Most of us have heard at least the first few bars of Mozart’s very famous Piano Sonata in C-Major. But before you go away thinking this is going to be boring, Wait! There’s more!
Did you know?… that when a honey bee visits a flowering manzanita bush for nectar, she buzzes in the key of C-Major? The manzanita flowers respond to the specific soundwave frequency of Middle C by suddenly releasing their pollen dust in a sudden burst all over our little pollinator friend, the bee, who is happily slurping up some manzanita nectar from the flower.
The bees then carry the pollen to a different manzanita bush and drop some of their dusty pollen coating from the first flower onto the new flower, while at the same time getting a new dusting of pollen from the new flower as they are slurping its nectar. The new flower has also responded to the Middle-C buzz sound and released its pollen.…and on to the next manzanita flower, and the next.
Now how cool is that??? WE get to hear the bees’ sonata in Middle-C, the bees get the nectar, and the flowers get pollinated so they can make seeds for the next generation of manzanita bushes and wildlife. Everyone wins!
But don’t take our word for it. Here is a fun and easy scientific experiment you can do yourself:
- Hike somewhere you can find a flowering manzanita bush on a balmy spring day. You’ll recognize them by their pale green or bright green roundish leaves and their delicate pink or white bell-shaped flowers. This is easy in the Applegate Valley as there are several species of manzanita that are very common and they bloom in mid-March through early April.
- Listen carefully to the buzzing of the bees that are buzzing around the bush. Try to hum the main note that you hear.
- With your phone (if you have a connection where you are), do a google search for the sound of Middle C and play that sound and compare the two sounds.

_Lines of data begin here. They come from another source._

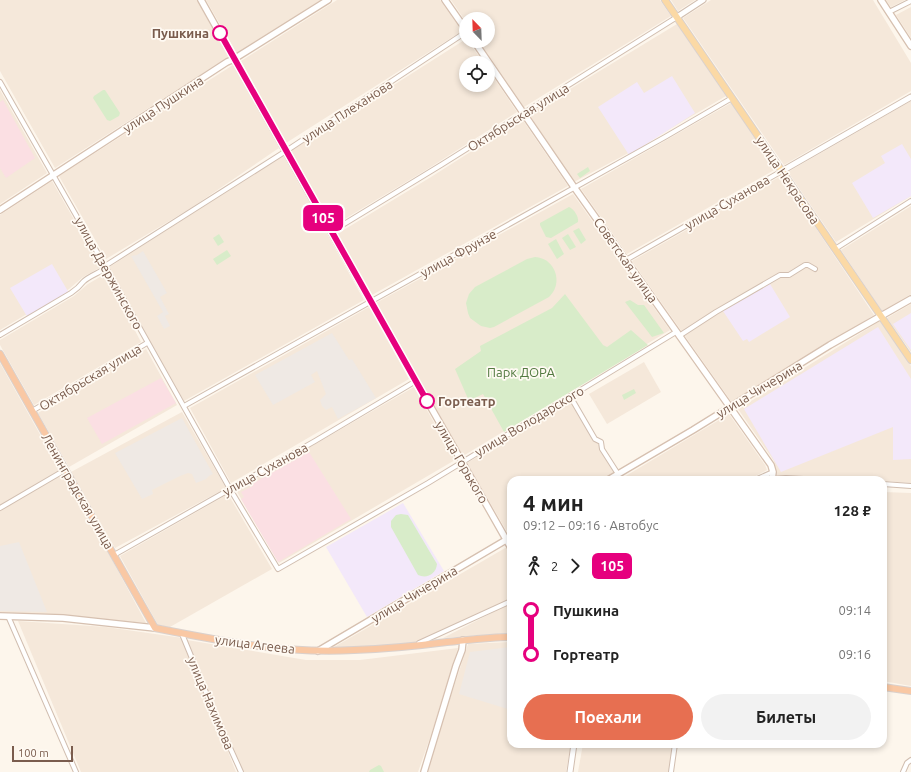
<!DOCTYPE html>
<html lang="ru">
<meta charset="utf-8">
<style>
body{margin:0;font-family:Ubuntu,sans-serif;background:#f2f2f2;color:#222;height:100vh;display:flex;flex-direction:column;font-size:15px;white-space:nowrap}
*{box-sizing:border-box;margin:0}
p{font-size:13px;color:#767676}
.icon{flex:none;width:22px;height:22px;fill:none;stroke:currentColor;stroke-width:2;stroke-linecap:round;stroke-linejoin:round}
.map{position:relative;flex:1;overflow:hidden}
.panel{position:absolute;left:507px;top:476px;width:380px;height:272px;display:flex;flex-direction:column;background:#fff;border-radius:12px;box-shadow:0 2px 6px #0003}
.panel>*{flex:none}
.badge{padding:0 8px;border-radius:6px;font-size:14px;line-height:26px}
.needle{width:26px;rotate:337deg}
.controls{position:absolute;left:459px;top:12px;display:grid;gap:8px}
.controls a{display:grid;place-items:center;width:36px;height:36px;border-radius:50%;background:#fff;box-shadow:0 2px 6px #0003;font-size:20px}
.scale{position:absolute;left:12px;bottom:10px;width:61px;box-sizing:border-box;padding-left:4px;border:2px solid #7a5c4d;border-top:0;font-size:11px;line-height:14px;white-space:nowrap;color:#7a5c4d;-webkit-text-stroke:3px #fffaf3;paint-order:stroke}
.map>.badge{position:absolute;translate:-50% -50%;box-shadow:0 0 0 2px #fff}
.legs{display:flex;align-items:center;gap:6px;height:44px;padding:0 16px;font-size:13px}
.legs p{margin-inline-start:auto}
.overview{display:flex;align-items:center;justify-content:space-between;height:68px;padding:0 16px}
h1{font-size:22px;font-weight:700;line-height:30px}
.cta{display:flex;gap:8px;margin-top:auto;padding:8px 16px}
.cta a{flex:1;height:46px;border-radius:24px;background:#e76f51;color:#fff;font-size:16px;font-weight:700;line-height:46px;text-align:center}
.cta a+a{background:#f2f2f2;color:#222}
ul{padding:0 16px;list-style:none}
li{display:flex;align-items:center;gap:14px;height:44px;font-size:15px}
li i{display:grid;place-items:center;width:6px;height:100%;margin:0 5px;background:currentColor}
li i::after{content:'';width:10px;height:10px;margin:-5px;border:3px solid;border-radius:50%;background:#fff}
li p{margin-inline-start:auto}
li:first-child i{background:linear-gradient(#0000 50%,currentColor 0)}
li:last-child i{background:linear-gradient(currentColor 50%,#0000 0)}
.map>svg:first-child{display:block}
</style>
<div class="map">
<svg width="911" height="772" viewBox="0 0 911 772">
<rect width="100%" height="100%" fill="#fdf6ec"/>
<g fill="#f5e8da">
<polygon points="0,0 197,0 228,57 55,168 0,71"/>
<polygon points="206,0 321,0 237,54"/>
<polygon points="337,0 440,0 462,31 286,143 241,61"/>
<polygon points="451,0 660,0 671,16 524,107 479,41 488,41 488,19 466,19 466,22"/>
<polygon points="671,0 695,0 678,11"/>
<polygon points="711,0 873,0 911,63 911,91 784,165 683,18"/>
<polygon points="886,0 905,0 891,7"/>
<polygon points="911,7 911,38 896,15"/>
<polygon points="677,24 726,96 634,150 574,182 529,114"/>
<polygon points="466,39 466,41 468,41 484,63 466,63 466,85 488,85 488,69 517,112 426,170 333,226 290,151"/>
<polygon points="233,65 279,148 191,208 106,259 59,176"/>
<polygon points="0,90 47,173 0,204"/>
<polygon points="911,101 911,196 836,242 788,172"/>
<polygon points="731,103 776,169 627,254 581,189"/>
<polygon points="522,119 568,186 372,295 337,234 431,177"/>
<polygon points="283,155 364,300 184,401 108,268"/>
<polygon points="781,176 874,315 733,404 632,261"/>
<polygon points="52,181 101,267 83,277 69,289 0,330 0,215"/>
<polygon points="573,194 670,330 463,456 376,303"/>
<polygon points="911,206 911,294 882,311 841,250"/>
<polygon points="105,274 141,342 34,405 0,345 0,340 74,296 88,284"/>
<polygon points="911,304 911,352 887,318"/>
<polygon points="369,307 409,379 231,483 190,408"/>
<polygon points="880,321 911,366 911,483 883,481 883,480 777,476 774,461 738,409"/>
<polygon points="146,349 177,405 69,467 38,413"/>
<polygon points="644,362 661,392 607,424 589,394"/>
<polygon points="0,363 61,472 0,506"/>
<polygon points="414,387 455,460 279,563 236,490"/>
<polygon points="572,401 616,472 603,480 511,480 510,537 467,463"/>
<polygon points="182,412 226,488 115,548 71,472"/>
<polygon points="729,414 765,465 767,470 748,480 619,480"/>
<polygon points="62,474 110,556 146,623 57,615 0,615 0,509"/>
<polygon points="883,492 911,493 911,686 883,681"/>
<polygon points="228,494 272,569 170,627 158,625 120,556"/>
<polygon points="507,547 511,556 511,599 419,643 329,650"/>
<polygon points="511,603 511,633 443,638"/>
<polygon points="18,621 106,627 183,638 236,772 81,772"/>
<polygon points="187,640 306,660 360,660 458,648 431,735 418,772 242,772"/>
<polygon points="511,642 511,744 571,744 566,772 426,772 468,644"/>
<polygon points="583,744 674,744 669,772 578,772"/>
</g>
<g fill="#efe9e4">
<polygon points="143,251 167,293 160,297 169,314 165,316 170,326 164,329 157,316 163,312 131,256 137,255"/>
<polygon points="332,333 349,360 352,359 376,398 338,419 332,407 326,410 322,406 320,400 326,394 317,371 311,375 315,382 273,405 255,375"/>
<polygon points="182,418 213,474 209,476 206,479 196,483 192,474 188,473 180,476 152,490 153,494 142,499 115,453"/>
<polygon points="19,542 47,612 0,611 0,546"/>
<polygon points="511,647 511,710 459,694 470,652"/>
</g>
<g fill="#f3e8fa">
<polygon points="672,76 695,113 629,155 598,107 637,82 644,93"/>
<polygon points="902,144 911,159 911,196 873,218 852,183 885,163 881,156"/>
<polygon points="52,264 69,293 28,318 10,288"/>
<polygon points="770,284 790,317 749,342 747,339 743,341 723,311"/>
<polygon points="911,313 911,350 893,324"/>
<polygon points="878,327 911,379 911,459 893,460 893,427 781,472 744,409"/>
<polygon points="403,503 444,571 367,617 326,547"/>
</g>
<g fill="#fbdfe3">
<polygon points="3,100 35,158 6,178 0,168 0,102"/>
<polygon points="161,378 176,403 102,444 87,418"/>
<polygon points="309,452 351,519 278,562 241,499 244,497 241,492 253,486 252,484"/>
</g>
<g fill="#d8ecc9">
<polygon points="103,90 105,90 120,113 119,116 110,121 107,120 93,98 94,96"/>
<polygon points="588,167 590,171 580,178 577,174"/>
<path d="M 569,207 C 574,209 579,217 578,222 L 551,238 L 546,237 L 540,225 L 540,223 Z"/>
<polygon points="579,228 586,240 581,244 573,231"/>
<polygon points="219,234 224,242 218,246 213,238"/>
<polygon points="568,234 576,247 570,250 562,238"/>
<polygon points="556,239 564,254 557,259 548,244"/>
<polygon points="227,250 231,256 217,265 213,259"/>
<path d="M 535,257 C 555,258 564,283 549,297 L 494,327 L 490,328 L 481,326 L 470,318 L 468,313 L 466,303 L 469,294 L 475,287 L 527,259 Z"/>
<polygon points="565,294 603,345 607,347 631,330 648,345 504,432 483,394 469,401 455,369 481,351 480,346 552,308"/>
<polygon points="630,300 638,305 644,305 664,333 652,337 625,302"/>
<polygon points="634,389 636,393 624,400 622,395"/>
<path d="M 401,514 L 408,515 L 437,564 C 436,574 427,579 418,575 L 391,527 L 391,521 L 396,515 Z"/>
<polygon points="379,765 381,766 384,772 369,772 370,770"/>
</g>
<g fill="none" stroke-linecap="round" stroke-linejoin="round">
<g stroke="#d1beb0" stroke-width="6">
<g id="minor">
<polyline points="889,12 911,1"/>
<polyline points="0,82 105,266 230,489 278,569 428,483 676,332"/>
<polyline points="331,232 441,165 677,17"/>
<polyline points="835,249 911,201"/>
<polyline points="626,260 782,171"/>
<polyline points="105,266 286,151 466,32"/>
<path d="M 0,335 L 71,293 C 77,289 80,286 83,282 C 89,276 99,273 106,268"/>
<polyline points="679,336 716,312 780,275 789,275 805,265 808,265 815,269"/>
<polyline points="570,396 595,439 601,442 602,449 618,474"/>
<polyline points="184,406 665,137 732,98"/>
<polyline points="32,411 147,343"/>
<polyline points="772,479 786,478 821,480"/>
<polyline points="755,480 773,472"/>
<polyline points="883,484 911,486"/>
<polyline points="0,508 65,470"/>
<polyline points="114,555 315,441 416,381"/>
<polyline points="8,616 76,772"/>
<polyline points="182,634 217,719 241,772"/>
<polyline points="419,643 511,601"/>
<polyline points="671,772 675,744"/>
<polyline points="903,772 907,763 911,760"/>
</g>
</g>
<g stroke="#d1beb0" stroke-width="7">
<g id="tertiary">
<polyline points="677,17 703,0"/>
<polyline points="782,171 911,97"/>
<polyline points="570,772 574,744"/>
</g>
</g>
<g stroke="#d6c0b0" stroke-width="8">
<g id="secondary">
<polyline points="201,0 322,216 511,548"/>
<polyline points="445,0 466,30"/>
<polyline points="881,0 911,46"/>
<polyline points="474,41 574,187 771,465 773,472 772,480"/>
<polyline points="0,210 227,62 234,59 328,0"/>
<polyline points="608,480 693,430 830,345 911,299"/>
<polyline points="0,616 63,618 155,628"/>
<polyline points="318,651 511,537"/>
<polyline points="424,772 456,666 462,650 463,640"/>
</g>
</g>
<g stroke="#dad1cd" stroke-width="8">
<polyline id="primary" points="665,0 911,360"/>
</g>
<g stroke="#dad1cd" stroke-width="8">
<g id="trunk">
<path d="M 0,354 L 155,628 C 220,641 287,654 354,650 C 385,649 416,646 447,642 C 468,640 490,637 511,637"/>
<polyline points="883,687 911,691"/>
</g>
</g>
<use href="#minor" stroke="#fff" stroke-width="4"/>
<use href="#tertiary" stroke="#fff" stroke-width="5"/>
<use href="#secondary" stroke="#fff" stroke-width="5.5"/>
<use href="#primary" stroke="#fbd9a5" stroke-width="6"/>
<use href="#trunk" stroke="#f9c8a4" stroke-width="6"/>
</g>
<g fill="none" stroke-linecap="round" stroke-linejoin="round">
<g stroke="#fff" stroke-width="9">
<polyline id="line-1" points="220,33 427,401"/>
</g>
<use href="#line-1" stroke="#e6007e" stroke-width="6"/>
</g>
<g fill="#fff" stroke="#e6007e" stroke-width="2">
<circle cx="220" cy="33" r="7"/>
<circle cx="427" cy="401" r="7"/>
</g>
<g text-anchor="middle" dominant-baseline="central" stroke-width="3.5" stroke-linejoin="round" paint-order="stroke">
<g font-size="13" font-weight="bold" fill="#7a5c4d" stroke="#fffaf3" text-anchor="end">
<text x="209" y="33">Пушкина</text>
<text x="438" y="401" text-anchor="start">Гортеатр</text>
</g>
<g font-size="13" fill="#7a5c4d" stroke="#fffaf3">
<text transform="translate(163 104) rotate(-33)">улица Пушкина</text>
<text transform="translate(347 111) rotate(-33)">улица Плеханова</text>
<text transform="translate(518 117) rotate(-32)">Октябрьская улица</text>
<text transform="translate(788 180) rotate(56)">улица Некрасова</text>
<text transform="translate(727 202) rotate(-30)">улица Суханова</text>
<text transform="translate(458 253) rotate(-29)">улица Фрунзе</text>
<text transform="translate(626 260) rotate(55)">Советская улица</text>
<text transform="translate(109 273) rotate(61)">улица Дзержинского</text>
<text transform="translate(90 377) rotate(-31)">Октябрьская улица</text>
<text transform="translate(759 389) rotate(-31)">улица Чичерина</text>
<text transform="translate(529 421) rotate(-31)">улица Володарского</text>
<text transform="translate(462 462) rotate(60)">улица Горького</text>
<text transform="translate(265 469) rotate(-29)">улица Суханова</text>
<text transform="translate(78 491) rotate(60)">Ленинградская улица</text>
<text transform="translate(414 594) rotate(-31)">улица Чичерина</text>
<text transform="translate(255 644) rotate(7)">улица Агеева</text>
<text transform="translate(211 703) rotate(67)">улица Нахимова</text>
</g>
<g font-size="13" fill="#537a41" stroke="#fffaf3">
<text x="521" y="372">Парк ДОРА</text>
</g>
</g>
</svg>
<div class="controls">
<a><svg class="needle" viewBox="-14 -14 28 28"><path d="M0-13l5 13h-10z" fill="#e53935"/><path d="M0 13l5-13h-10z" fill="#767676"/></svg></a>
<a><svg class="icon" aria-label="locate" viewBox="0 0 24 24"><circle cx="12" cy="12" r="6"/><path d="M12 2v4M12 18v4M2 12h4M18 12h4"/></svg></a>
</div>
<div class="scale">100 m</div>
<b class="badge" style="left:323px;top:218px;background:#e6007e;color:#fff">105</b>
<section class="panel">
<div class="overview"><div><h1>4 мин</h1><p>09:12 – 09:16 · Автобус</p></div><b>128 ₽</b></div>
<div class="legs"><svg class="icon" aria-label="walk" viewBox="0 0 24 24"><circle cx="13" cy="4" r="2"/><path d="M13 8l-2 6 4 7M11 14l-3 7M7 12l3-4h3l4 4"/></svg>2<svg class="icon" aria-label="forward" viewBox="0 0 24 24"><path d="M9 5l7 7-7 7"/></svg><b class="badge" style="background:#e6007e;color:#fff">105</b></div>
<ul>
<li><i style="color:#e6007e"></i><b>Пушкина</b><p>09:14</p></li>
<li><i style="color:#e6007e"></i><b>Гортеатр</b><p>09:16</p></li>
</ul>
<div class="cta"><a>Поехали</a><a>Билеты</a></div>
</section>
</div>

- WOW! It really IS Middle C that the bees are buzzing!
NOTE: If you are somewhere you don’t have a cellular connection, you can record the sound by making a close up video of the bees on the flowers — but not too close, we don’t want to interrupt the important work of pollinating that the bees are doing!
Then, when you get back to a place where you have a signal, (or a piano!) search on google for Middle-C and compare the sound to the one in your video sound recording. Voila!! Middle C!